Em suma: é porque tudo se move que o homem, ser sensível capaz de reter momentaneamente alguns traços das coisas, é a medida de tudo. Protágoras pode ser considerado, desse modo, o primeiro relativista da história.

Platão escreveu que os homens estão ligados desde o nascimento às sensações primitivas. Por conta disso, vivem num estado mental permeado por “imagens” dos objetos existentes. Para Platão poucos alcançam o verdadeiro conhecimento. Platão crê que é definitivo o apego da maioria das pessoas a realidades transitórias, mas não deixa de indicar, repetidas vezes e em vários textos, o caminho que leva ao verdadeiro conhecimento. Esse caminho é diferente daquele indicado por Protágoras em muitos pontos essenciais, como veremos.

A principal obra de Platão é um diálogo chamado República. É uma síntese de seu pensamento. Não por acaso é o texto mais divulgado de Platão. Nessa obra Platão desenvolve uma série de teses sobre conhecimento. Mas o autor escreveu uma outra obra que tratava exclusivamente da questão do conhecimento. Trata-se do diálogo Teeteto, já citado. Confeccionado após a República, provavelmente num momento onde Platão já não estava contente com os resultados expostos em sua obra anterior, é nessa obra que Platão desafia de forma definitiva o relativismo de Protágoras.

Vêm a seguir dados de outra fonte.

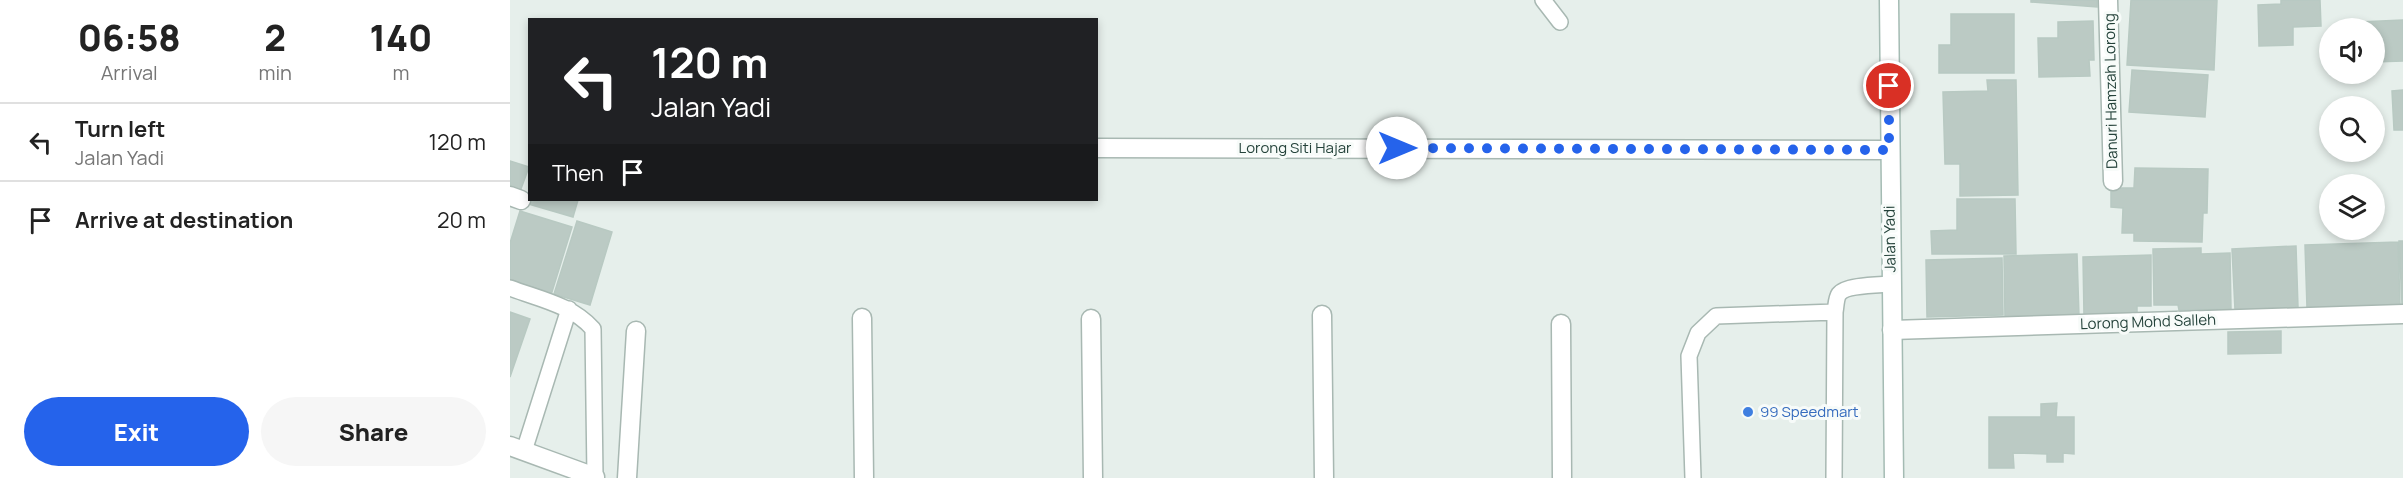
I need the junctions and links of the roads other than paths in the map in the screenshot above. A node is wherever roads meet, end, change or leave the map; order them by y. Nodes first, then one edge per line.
1 (1543, 0) edge
2 (1889, 0) edge
3 (2108, 0) edge
4 (1560, 22) dead end
5 (1098, 148) edge
6 (1889, 150) junction
7 (2113, 181) dead end
8 (1891, 284) junction
9 (510, 288) edge
10 (569, 309) junction
11 (1835, 312) junction
12 (2403, 314) edge
13 (1322, 315) dead end
14 (862, 318) dead end
15 (1091, 319) dead end
16 (1561, 324) dead end
17 (1892, 330) junction
18 (636, 332) dead end
19 (517, 449) edge
20 (595, 477) edge
21 (627, 478) edge
22 (864, 478) edge
23 (1093, 478) edge
24 (1324, 478) edge
25 (1562, 478) edge
26 (1693, 478) edge
27 (1834, 478) edge
28 (1894, 478) edge

1 - 4 lane
2 - 6 street, Jalan Yadi
3 - 7 street, Danuri Hamzah Lorong
5 - 6 street, Lorong Siti Hajar
6 - 8 street, Jalan Yadi
8 - 11 lane
8 - 17 street, Jalan Yadi
9 - 10 lane
10 - 19 lane
10 - 20 lane
11 - 26 lane
11 - 27 lane
12 - 17 street, Lorong Mohd Salleh
13 - 24 street
14 - 22 street
15 - 23 street
16 - 25 street
17 - 28 street, Jalan Yadi
18 - 21 street
19 - 20 street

Para dar cabo dessa tarefa, Platão desenvolve três alternativas para a definição de conhecimento:

1) conhecimento é sensação;
2) crença-opinião verdadeira é conhecimento e
3) opinião verdadeira justificada com a razão é conhecimento. A primeira alternativa é a opinião de Protágoras.

Na passagem 186c do Teeteto Platão é categórico ao rebatê-la:

Naquelas impressões (sensações), por conseguinte, não é que reside o conhecimento, mas no raciocínio a seu respeito; é o único caminho, ao que parece, para atingir a essência e a verdade; de outra forma é impossível.